A rondoniense Fabíola Barros de Souza viralizou nas redes sociais após publicar um vídeo com críticas bem-humoradas a Campo Grande. Entre as reclamações, ela afirmou que o forró local é “só de véio”, que o tereré é “sem graça” e sugeriu que os moradores da capital sul-mato-grossense são egoístas. A brincadeira já ultrapassou 20 mil visualizações e gerou uma enxurrada de comentários, com opiniões divididas entre quem a xingou e quem concordou com o perfil traçado por ela.
Em entrevista ao Lado B, Fabíola contou que não esperava tamanha repercussão e que o objetivo do conteúdo era apenas fazer humor. Natural de Porto Velho (RO), ela se disse acostumada com festas que se estendem até de manhã e com um povo mais receptivo. “Lá em Rondônia a gente é muito espontâneo. As pessoas chegam de fora, a gente abraça todo mundo, faz festa, faz companhia. Aqui o povo é mais na deles”, comparou.
A adaptação à cidade não foi fácil. Fabíola revelou que se sentiu excluída no início, principalmente pela dificuldade de fazer amizades. Ela também estranhou os ritmos locais, como o chamamé e o bailão, e reclamou do horário das festas, que terminam cedo. Nem os motoristas de aplicativo escaparam das críticas: segundo ela, falta educação e cordialidade no atendimento.
Outro alvo das reclamações foi o tereré, bebida típica da região. “O tereré é só erva com água gelada. Não coloca nem um suquinho, um refrigerante”, brincou. Apesar das críticas, Fabíola contou que aprendeu a dançar bailão com a ajuda do marido e que hoje gosta da cidade. Ela conheceu o companheiro, que é motorista carreteiro, em Porto Velho, e após alguns anos vivendo na estrada, o casal decidiu se estabelecer em Campo Grande.

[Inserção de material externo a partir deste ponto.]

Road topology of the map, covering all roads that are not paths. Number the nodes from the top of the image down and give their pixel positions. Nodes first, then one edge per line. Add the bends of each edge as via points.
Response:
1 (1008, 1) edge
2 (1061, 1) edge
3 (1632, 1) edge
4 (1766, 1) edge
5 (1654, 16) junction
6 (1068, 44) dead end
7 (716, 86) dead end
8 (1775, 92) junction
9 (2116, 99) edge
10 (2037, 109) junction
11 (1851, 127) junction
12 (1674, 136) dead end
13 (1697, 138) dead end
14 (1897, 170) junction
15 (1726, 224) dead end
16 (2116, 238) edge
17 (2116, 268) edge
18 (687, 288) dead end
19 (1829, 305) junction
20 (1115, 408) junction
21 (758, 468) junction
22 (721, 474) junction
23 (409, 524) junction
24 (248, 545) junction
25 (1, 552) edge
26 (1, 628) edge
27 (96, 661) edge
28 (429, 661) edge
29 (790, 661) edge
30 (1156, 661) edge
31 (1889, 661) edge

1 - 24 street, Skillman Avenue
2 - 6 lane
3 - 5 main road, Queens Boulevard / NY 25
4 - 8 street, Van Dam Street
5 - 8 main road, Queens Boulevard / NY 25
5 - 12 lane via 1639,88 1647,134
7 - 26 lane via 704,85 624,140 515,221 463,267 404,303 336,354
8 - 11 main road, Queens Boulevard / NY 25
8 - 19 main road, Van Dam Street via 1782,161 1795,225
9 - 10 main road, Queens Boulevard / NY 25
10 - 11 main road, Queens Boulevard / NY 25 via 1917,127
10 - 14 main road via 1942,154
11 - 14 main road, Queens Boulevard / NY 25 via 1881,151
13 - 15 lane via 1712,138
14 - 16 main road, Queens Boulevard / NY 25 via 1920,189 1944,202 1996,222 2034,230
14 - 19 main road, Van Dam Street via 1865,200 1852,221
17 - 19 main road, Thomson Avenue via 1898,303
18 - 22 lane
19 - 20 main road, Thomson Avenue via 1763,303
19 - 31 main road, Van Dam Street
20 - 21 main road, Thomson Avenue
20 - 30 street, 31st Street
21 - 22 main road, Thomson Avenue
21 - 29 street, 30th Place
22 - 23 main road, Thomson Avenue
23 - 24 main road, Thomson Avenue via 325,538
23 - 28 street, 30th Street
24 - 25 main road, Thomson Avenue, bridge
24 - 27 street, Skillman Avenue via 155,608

Fabíola revelou que está planejando abrir uma casa de forró na capital, já que sente falta do estilo musical. “Vamos abrir uma casa de forró aqui. Vamos chorar um pau nesse lugar”, disse. Ela também passou a usar as redes sociais para mostrar a cultura local aos amigos de Rondônia. “Tudo que eu vou comer que é cultura daqui eu gosto de postar para que as pessoas de lá também vejam e conheçam como funciona aqui”, finalizou.